# PROBLEM REQUIREMENTS
From the entries below, please output exactly the lines starting at the one containing "position:absolute; left:15px; bottom:12px;" and ending at the one containing "flex:1; padding:11px 0;", both included.

[Collection entries]
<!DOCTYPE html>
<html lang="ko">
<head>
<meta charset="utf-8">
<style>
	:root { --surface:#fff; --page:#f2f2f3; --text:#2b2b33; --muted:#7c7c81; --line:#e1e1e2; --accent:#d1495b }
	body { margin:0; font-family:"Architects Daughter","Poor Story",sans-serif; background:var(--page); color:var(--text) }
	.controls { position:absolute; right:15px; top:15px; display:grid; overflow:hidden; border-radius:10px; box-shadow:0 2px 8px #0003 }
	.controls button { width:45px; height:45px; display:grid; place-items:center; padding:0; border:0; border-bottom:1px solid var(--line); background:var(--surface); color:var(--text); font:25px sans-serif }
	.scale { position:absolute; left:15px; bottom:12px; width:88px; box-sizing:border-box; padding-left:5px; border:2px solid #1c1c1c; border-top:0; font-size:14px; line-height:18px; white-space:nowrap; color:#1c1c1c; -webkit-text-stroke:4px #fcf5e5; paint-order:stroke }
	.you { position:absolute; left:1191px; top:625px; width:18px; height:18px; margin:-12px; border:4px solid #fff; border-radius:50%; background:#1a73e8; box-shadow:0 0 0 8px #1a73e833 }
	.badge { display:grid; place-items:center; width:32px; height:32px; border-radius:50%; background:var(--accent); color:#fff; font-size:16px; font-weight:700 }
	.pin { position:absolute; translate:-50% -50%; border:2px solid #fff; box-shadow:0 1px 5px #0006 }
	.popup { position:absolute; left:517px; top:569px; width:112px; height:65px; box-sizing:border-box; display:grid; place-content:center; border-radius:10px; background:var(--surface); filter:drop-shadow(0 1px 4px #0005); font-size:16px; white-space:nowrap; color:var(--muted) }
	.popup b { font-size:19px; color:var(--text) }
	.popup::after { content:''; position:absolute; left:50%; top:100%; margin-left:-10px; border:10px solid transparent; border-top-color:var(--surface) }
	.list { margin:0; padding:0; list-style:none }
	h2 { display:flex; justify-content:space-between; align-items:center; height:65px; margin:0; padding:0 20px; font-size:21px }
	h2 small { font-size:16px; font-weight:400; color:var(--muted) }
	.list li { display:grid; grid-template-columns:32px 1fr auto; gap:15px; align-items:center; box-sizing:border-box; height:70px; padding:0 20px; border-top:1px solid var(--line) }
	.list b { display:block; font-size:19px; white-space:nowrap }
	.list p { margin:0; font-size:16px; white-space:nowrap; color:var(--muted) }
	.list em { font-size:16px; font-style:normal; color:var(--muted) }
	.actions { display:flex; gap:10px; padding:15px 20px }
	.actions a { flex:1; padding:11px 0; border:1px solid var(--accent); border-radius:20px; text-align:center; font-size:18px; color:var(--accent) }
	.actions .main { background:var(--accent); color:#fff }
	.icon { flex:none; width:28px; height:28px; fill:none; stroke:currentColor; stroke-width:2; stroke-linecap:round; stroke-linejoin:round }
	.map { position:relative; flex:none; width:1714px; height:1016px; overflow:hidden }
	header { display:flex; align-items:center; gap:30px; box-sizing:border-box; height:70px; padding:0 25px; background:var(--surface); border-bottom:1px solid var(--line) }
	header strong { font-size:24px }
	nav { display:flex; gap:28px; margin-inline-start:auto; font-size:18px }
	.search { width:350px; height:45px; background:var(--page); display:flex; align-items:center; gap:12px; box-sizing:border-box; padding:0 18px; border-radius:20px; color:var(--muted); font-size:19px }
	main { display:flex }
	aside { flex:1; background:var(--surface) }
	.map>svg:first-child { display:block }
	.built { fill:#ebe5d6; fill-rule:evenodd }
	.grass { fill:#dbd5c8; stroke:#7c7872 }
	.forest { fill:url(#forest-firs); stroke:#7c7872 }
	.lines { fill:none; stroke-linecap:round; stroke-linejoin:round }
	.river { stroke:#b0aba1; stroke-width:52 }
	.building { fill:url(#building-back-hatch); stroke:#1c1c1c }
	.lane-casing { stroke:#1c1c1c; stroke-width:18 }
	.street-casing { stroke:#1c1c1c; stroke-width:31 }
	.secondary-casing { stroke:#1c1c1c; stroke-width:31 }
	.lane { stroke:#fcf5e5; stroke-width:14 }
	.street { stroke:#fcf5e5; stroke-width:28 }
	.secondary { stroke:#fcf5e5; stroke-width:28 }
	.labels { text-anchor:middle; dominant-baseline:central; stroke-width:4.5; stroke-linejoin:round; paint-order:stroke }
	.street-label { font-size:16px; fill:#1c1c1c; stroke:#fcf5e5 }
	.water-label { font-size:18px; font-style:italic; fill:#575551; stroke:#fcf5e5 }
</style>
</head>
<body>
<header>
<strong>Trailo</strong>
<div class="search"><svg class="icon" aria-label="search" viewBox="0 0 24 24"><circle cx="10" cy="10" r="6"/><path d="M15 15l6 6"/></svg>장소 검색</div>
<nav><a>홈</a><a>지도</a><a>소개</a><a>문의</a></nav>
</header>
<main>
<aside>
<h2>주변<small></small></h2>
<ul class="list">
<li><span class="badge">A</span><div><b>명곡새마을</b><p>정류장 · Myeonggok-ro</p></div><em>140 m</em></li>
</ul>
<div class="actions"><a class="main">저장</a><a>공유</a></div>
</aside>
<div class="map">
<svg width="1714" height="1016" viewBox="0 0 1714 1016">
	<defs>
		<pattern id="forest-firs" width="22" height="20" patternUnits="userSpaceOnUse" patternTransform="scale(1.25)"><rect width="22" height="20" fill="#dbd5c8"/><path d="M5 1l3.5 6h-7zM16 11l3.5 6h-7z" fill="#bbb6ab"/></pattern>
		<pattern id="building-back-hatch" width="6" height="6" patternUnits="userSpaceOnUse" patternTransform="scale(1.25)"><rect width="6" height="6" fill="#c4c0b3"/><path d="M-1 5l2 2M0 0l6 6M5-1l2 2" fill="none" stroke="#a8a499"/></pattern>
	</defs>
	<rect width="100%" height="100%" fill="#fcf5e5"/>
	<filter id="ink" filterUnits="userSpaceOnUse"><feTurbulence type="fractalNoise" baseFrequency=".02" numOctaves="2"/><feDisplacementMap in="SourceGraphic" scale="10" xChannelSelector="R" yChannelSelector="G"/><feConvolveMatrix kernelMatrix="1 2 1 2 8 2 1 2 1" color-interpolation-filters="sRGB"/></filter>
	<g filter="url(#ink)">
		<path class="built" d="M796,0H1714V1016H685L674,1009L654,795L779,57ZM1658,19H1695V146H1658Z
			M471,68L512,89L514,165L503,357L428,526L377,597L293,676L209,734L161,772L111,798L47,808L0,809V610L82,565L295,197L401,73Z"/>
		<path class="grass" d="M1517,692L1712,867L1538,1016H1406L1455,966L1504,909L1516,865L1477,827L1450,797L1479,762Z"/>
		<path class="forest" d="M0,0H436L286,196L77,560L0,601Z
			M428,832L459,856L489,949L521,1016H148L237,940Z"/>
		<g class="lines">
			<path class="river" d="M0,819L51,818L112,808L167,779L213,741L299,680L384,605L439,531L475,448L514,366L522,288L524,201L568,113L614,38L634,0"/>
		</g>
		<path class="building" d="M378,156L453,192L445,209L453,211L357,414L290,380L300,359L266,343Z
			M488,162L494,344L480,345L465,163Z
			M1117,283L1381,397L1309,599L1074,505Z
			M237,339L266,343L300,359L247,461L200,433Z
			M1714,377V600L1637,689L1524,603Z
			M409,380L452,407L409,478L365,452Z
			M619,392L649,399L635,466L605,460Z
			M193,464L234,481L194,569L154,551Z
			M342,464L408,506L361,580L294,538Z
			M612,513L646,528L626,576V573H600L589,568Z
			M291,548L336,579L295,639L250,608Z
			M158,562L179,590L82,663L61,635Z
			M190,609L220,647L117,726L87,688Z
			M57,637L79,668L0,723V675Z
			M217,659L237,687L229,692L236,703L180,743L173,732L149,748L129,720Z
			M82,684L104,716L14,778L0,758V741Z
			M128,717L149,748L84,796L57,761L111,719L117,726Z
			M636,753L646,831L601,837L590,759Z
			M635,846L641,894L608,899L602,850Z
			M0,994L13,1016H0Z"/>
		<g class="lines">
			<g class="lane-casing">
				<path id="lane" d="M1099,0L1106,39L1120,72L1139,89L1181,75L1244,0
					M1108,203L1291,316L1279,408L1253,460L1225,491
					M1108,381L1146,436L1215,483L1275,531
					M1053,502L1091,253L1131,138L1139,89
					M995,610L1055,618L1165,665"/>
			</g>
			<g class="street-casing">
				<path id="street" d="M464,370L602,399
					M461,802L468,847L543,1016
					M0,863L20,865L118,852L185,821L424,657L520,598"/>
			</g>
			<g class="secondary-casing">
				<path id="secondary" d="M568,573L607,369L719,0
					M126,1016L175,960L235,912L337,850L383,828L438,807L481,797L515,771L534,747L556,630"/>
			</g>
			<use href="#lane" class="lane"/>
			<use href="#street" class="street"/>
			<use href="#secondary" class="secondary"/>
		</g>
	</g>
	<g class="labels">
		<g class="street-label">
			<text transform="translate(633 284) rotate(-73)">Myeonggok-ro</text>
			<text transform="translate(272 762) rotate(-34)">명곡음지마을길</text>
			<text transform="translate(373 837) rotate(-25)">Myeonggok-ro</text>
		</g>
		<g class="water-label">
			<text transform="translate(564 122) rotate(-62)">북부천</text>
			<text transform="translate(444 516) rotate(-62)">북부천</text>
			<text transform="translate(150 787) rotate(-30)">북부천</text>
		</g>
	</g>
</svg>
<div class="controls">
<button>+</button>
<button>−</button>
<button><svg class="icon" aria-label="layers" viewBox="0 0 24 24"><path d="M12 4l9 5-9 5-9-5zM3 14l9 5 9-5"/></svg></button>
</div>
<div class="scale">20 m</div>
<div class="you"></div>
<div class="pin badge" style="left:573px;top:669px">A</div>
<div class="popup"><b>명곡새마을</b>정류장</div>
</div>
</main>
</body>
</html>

# TASK OUTPUT
	.scale { position:absolute; left:15px; bottom:12px; width:88px; box-sizing:border-box; padding-left:5px; border:2px solid #1c1c1c; border-top:0; font-size:14px; line-height:18px; white-space:nowrap; color:#1c1c1c; -webkit-text-stroke:4px #fcf5e5; paint-order:stroke }
	.you { position:absolute; left:1191px; top:625px; width:18px; height:18px; margin:-12px; border:4px solid #fff; border-radius:50%; background:#1a73e8; box-shadow:0 0 0 8px #1a73e833 }
	.badge { display:grid; place-items:center; width:32px; height:32px; border-radius:50%; background:var(--accent); color:#fff; font-size:16px; font-weight:700 }
	.pin { position:absolute; translate:-50% -50%; border:2px solid #fff; box-shadow:0 1px 5px #0006 }
	.popup { position:absolute; left:517px; top:569px; width:112px; height:65px; box-sizing:border-box; display:grid; place-content:center; border-radius:10px; background:var(--surface); filter:drop-shadow(0 1px 4px #0005); font-size:16px; white-space:nowrap; color:var(--muted) }
	.popup b { font-size:19px; color:var(--text) }
	.popup::after { content:''; position:absolute; left:50%; top:100%; margin-left:-10px; border:10px solid transparent; border-top-color:var(--surface) }
	.list { margin:0; padding:0; list-style:none }
	h2 { display:flex; justify-content:space-between; align-items:center; height:65px; margin:0; padding:0 20px; font-size:21px }
	h2 small { font-size:16px; font-weight:400; color:var(--muted) }
	.list li { display:grid; grid-template-columns:32px 1fr auto; gap:15px; align-items:center; box-sizing:border-box; height:70px; padding:0 20px; border-top:1px solid var(--line) }
	.list b { display:block; font-size:19px; white-space:nowrap }
	.list p { margin:0; font-size:16px; white-space:nowrap; color:var(--muted) }
	.list em { font-size:16px; font-style:normal; color:var(--muted) }
	.actions { display:flex; gap:10px; padding:15px 20px }
	.actions a { flex:1; padding:11px 0; border:1px solid var(--accent); border-radius:20px; text-align:center; font-size:18px; color:var(--accent) }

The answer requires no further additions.